*** Records for the exercise Section Begins ***

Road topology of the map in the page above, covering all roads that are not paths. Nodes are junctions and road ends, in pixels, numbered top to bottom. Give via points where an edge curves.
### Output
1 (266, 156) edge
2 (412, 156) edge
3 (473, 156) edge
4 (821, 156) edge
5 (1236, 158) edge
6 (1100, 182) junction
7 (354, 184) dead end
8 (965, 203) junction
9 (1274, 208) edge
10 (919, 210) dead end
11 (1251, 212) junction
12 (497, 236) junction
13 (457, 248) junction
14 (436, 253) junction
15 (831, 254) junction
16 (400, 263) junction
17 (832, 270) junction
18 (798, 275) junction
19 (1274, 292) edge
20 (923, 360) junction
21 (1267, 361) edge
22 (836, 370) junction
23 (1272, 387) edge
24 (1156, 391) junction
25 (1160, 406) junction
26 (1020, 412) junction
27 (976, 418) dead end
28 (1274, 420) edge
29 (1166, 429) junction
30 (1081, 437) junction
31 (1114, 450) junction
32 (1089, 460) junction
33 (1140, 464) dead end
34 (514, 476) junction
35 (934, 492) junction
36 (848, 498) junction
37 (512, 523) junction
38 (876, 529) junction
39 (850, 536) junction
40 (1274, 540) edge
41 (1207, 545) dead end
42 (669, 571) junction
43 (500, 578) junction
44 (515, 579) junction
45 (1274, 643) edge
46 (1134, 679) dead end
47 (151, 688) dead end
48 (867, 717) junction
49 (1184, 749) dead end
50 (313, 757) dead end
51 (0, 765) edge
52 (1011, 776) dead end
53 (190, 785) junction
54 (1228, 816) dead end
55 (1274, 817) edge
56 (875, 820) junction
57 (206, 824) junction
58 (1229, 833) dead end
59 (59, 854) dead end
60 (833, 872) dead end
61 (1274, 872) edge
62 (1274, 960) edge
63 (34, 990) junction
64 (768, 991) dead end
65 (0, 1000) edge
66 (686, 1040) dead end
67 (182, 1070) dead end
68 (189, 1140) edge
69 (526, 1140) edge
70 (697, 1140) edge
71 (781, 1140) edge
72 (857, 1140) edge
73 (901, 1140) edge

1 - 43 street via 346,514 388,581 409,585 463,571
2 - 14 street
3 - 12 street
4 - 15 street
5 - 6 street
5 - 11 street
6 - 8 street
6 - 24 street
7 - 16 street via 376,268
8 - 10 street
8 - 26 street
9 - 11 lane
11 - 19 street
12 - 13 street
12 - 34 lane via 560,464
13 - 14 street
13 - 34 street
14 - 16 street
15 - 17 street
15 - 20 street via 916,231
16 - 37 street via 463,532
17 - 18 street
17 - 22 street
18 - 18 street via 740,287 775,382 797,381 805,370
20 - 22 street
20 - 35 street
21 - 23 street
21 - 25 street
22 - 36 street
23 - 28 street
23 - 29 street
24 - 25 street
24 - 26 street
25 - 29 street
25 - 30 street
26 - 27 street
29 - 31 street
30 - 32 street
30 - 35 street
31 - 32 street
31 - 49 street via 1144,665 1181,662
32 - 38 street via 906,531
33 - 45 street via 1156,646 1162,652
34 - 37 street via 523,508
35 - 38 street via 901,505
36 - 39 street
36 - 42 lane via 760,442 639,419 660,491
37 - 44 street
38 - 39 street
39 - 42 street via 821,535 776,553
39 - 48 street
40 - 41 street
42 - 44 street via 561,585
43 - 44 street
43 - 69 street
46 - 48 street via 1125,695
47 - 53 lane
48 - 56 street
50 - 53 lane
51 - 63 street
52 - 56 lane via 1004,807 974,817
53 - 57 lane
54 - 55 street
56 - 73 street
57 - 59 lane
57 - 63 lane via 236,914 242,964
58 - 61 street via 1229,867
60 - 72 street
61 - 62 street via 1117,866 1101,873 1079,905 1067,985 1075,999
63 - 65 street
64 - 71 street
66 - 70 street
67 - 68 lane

*** Records for the exercise Section Ends ***

Could you copy each line of the material that holds "lane"?

• Exercise solution
9 - 11 lane
12 - 34 lane via 560,464
36 - 42 lane via 760,442 639,419 660,491
47 - 53 lane
50 - 53 lane
52 - 56 lane via 1004,807 974,817
53 - 57 lane
57 - 59 lane
57 - 63 lane via 236,914 242,964
67 - 68 lane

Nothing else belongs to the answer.